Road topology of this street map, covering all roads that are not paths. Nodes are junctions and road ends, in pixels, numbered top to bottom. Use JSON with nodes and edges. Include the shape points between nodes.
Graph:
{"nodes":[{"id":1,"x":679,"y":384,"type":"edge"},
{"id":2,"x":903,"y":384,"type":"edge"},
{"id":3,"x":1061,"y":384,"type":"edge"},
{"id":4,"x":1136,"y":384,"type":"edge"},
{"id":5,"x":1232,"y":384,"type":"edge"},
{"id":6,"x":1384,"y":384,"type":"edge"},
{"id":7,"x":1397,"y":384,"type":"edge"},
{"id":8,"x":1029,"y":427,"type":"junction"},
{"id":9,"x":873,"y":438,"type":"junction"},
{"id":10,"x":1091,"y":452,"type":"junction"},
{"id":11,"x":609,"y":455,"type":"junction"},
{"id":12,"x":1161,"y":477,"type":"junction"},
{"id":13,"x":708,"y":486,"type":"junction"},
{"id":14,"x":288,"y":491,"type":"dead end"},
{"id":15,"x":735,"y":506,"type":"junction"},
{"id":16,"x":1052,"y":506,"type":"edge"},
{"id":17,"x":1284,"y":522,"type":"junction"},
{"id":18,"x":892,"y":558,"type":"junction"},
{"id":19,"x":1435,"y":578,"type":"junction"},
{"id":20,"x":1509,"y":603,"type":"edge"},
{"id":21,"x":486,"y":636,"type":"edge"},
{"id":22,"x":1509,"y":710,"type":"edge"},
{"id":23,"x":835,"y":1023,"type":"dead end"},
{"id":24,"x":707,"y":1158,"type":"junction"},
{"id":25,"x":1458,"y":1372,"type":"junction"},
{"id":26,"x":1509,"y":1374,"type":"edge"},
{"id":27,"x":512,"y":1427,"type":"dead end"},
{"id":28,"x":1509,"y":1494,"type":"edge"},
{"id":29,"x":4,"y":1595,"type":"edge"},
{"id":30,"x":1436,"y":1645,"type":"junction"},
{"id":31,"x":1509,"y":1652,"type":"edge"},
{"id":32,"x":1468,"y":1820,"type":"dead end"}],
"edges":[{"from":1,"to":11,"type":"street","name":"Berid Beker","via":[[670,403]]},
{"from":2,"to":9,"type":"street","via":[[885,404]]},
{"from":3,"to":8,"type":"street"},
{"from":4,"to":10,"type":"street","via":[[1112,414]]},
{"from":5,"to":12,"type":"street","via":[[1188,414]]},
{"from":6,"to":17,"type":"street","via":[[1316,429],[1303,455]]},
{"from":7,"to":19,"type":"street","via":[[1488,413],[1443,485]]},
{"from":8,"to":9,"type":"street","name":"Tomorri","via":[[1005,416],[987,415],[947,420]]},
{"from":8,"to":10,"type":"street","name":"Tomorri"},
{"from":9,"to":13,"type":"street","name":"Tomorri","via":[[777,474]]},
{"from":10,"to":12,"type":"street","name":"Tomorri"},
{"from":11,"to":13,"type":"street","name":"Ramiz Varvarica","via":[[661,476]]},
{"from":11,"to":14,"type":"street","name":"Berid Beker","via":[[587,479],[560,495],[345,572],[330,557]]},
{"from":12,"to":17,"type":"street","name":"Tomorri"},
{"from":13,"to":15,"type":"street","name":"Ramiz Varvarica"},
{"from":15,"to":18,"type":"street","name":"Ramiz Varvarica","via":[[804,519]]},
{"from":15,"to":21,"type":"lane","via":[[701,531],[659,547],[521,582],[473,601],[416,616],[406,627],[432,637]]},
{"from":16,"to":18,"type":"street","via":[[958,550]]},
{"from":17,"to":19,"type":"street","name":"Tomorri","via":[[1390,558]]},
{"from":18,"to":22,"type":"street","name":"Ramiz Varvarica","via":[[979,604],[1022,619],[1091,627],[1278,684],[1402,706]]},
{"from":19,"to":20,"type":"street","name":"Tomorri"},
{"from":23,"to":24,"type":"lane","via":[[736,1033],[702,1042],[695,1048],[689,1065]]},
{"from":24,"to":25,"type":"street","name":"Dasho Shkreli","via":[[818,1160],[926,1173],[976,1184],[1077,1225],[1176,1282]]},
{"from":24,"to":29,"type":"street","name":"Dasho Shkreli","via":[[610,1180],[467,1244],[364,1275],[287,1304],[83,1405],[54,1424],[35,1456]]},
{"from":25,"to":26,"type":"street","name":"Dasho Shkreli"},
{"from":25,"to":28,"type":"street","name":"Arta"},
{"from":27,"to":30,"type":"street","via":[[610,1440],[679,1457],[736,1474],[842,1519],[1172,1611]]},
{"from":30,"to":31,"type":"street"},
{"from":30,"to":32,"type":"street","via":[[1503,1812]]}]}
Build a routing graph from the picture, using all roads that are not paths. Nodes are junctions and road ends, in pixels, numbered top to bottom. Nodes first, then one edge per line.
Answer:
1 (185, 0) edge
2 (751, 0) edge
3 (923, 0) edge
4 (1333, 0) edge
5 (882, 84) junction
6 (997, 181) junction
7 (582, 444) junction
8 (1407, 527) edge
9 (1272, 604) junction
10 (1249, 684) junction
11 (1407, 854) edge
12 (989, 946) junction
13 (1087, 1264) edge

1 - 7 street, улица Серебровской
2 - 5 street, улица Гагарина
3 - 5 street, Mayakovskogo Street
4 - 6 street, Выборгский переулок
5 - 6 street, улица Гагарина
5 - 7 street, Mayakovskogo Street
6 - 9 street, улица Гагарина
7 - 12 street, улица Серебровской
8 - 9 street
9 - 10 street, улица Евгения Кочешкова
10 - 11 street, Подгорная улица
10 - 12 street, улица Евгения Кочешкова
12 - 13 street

THE TASK:
From the entries above, copy each line holding "Серебровской".

OUTPUT BELOW:
1 - 7 street, улица Серебровской
7 - 12 street, улица Серебровской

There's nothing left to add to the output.